What is being asked: Restate all the entries exactly as they appear, apart from the pictures.

Saved entries:
----

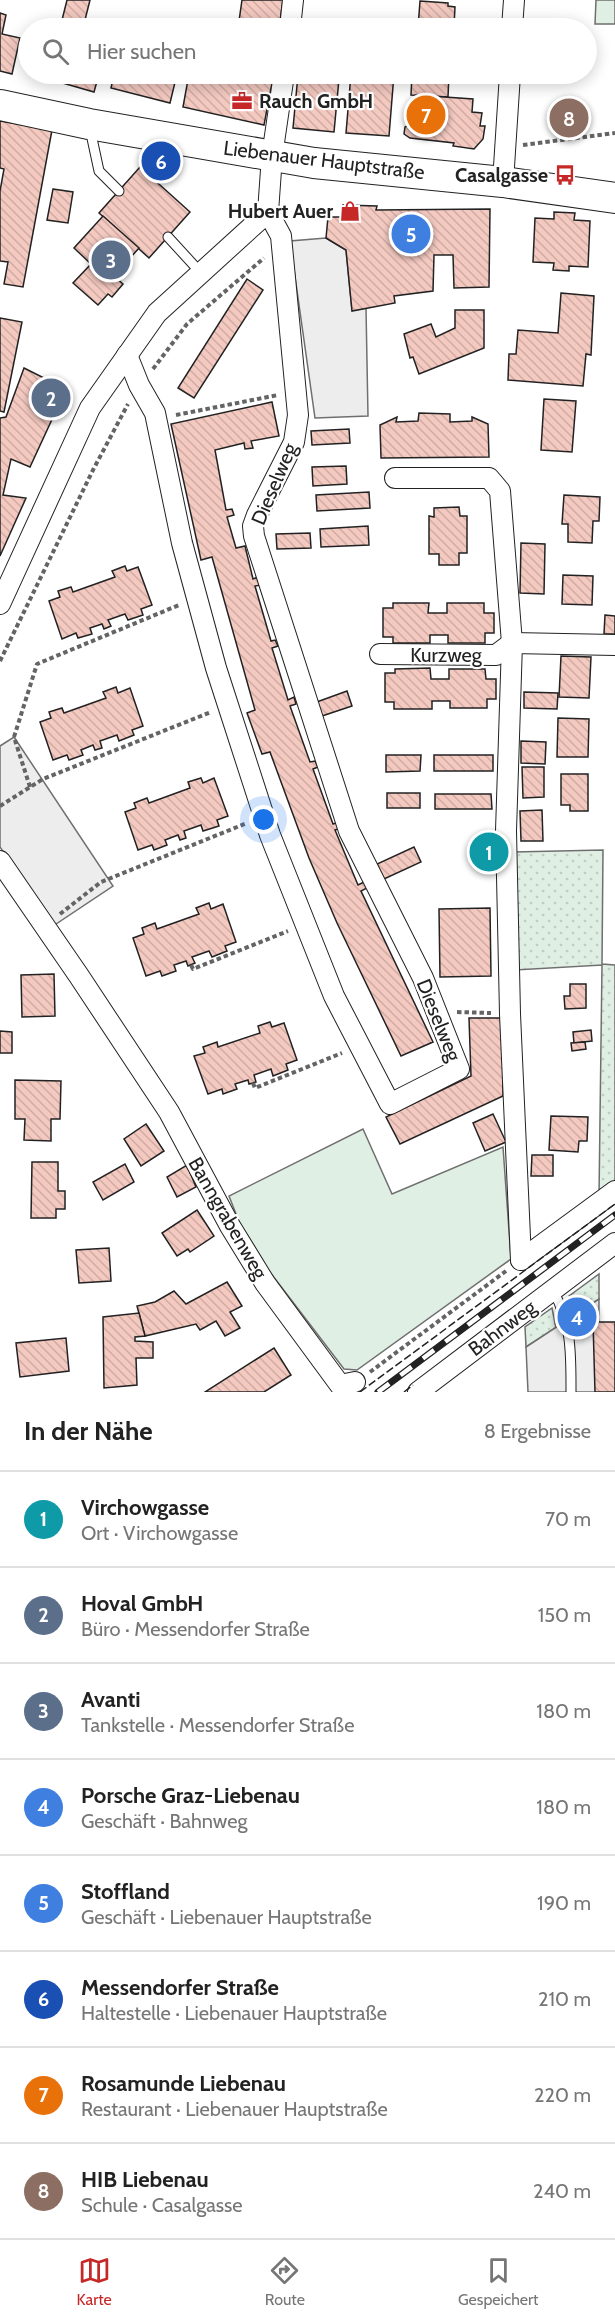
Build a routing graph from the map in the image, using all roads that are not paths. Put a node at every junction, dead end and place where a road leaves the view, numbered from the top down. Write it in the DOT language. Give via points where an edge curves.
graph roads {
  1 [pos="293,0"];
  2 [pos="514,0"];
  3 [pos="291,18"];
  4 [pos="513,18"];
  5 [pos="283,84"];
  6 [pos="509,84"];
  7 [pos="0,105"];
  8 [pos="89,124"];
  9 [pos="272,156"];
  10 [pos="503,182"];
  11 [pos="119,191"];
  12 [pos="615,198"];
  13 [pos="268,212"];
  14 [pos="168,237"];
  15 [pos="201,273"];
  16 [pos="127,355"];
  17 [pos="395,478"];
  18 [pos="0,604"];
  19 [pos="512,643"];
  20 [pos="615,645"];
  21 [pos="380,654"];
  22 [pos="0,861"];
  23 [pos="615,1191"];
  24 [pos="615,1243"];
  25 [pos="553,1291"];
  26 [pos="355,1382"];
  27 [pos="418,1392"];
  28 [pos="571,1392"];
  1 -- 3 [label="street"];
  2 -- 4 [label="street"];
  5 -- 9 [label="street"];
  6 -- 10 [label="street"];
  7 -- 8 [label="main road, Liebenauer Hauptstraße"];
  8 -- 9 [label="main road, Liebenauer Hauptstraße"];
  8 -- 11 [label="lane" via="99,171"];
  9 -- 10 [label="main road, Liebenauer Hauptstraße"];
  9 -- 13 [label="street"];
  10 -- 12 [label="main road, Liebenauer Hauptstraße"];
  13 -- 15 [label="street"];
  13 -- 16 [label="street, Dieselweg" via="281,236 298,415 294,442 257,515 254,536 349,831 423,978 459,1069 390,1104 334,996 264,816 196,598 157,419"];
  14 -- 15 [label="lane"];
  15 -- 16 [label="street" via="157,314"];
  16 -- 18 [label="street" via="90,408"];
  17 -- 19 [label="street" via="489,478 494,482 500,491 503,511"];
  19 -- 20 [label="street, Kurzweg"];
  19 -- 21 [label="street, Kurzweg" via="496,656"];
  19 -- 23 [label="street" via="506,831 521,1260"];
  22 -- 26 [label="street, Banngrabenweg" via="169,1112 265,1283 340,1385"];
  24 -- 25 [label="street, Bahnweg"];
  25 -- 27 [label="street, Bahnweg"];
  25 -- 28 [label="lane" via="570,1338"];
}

----

Exercise result:
Build a routing graph from the map in the image, using all roads that are not paths. Put a node at every junction, dead end and place where a road leaves the view, numbered from the top down. Write it in the DOT language. Give via points where an edge curves.
graph roads {
  1 [pos="293,0"];
  2 [pos="514,0"];
  3 [pos="291,18"];
  4 [pos="513,18"];
  5 [pos="283,84"];
  6 [pos="509,84"];
  7 [pos="0,105"];
  8 [pos="89,124"];
  9 [pos="272,156"];
  10 [pos="503,182"];
  11 [pos="119,191"];
  12 [pos="615,198"];
  13 [pos="268,212"];
  14 [pos="168,237"];
  15 [pos="201,273"];
  16 [pos="127,355"];
  17 [pos="395,478"];
  18 [pos="0,604"];
  19 [pos="512,643"];
  20 [pos="615,645"];
  21 [pos="380,654"];
  22 [pos="0,861"];
  23 [pos="615,1191"];
  24 [pos="615,1243"];
  25 [pos="553,1291"];
  26 [pos="355,1382"];
  27 [pos="418,1392"];
  28 [pos="571,1392"];
  1 -- 3 [label="street"];
  2 -- 4 [label="street"];
  5 -- 9 [label="street"];
  6 -- 10 [label="street"];
  7 -- 8 [label="main road, Liebenauer Hauptstraße"];
  8 -- 9 [label="main road, Liebenauer Hauptstraße"];
  8 -- 11 [label="lane" via="99,171"];
  9 -- 10 [label="main road, Liebenauer Hauptstraße"];
  9 -- 13 [label="street"];
  10 -- 12 [label="main road, Liebenauer Hauptstraße"];
  13 -- 15 [label="street"];
  13 -- 16 [label="street, Dieselweg" via="281,236 298,415 294,442 257,515 254,536 349,831 423,978 459,1069 390,1104 334,996 264,816 196,598 157,419"];
  14 -- 15 [label="lane"];
  15 -- 16 [label="street" via="157,314"];
  16 -- 18 [label="street" via="90,408"];
  17 -- 19 [label="street" via="489,478 494,482 500,491 503,511"];
  19 -- 20 [label="street, Kurzweg"];
  19 -- 21 [label="street, Kurzweg" via="496,656"];
  19 -- 23 [label="street" via="506,831 521,1260"];
  22 -- 26 [label="street, Banngrabenweg" via="169,1112 265,1283 340,1385"];
  24 -- 25 [label="street, Bahnweg"];
  25 -- 27 [label="street, Bahnweg"];
  25 -- 28 [label="lane" via="570,1338"];
}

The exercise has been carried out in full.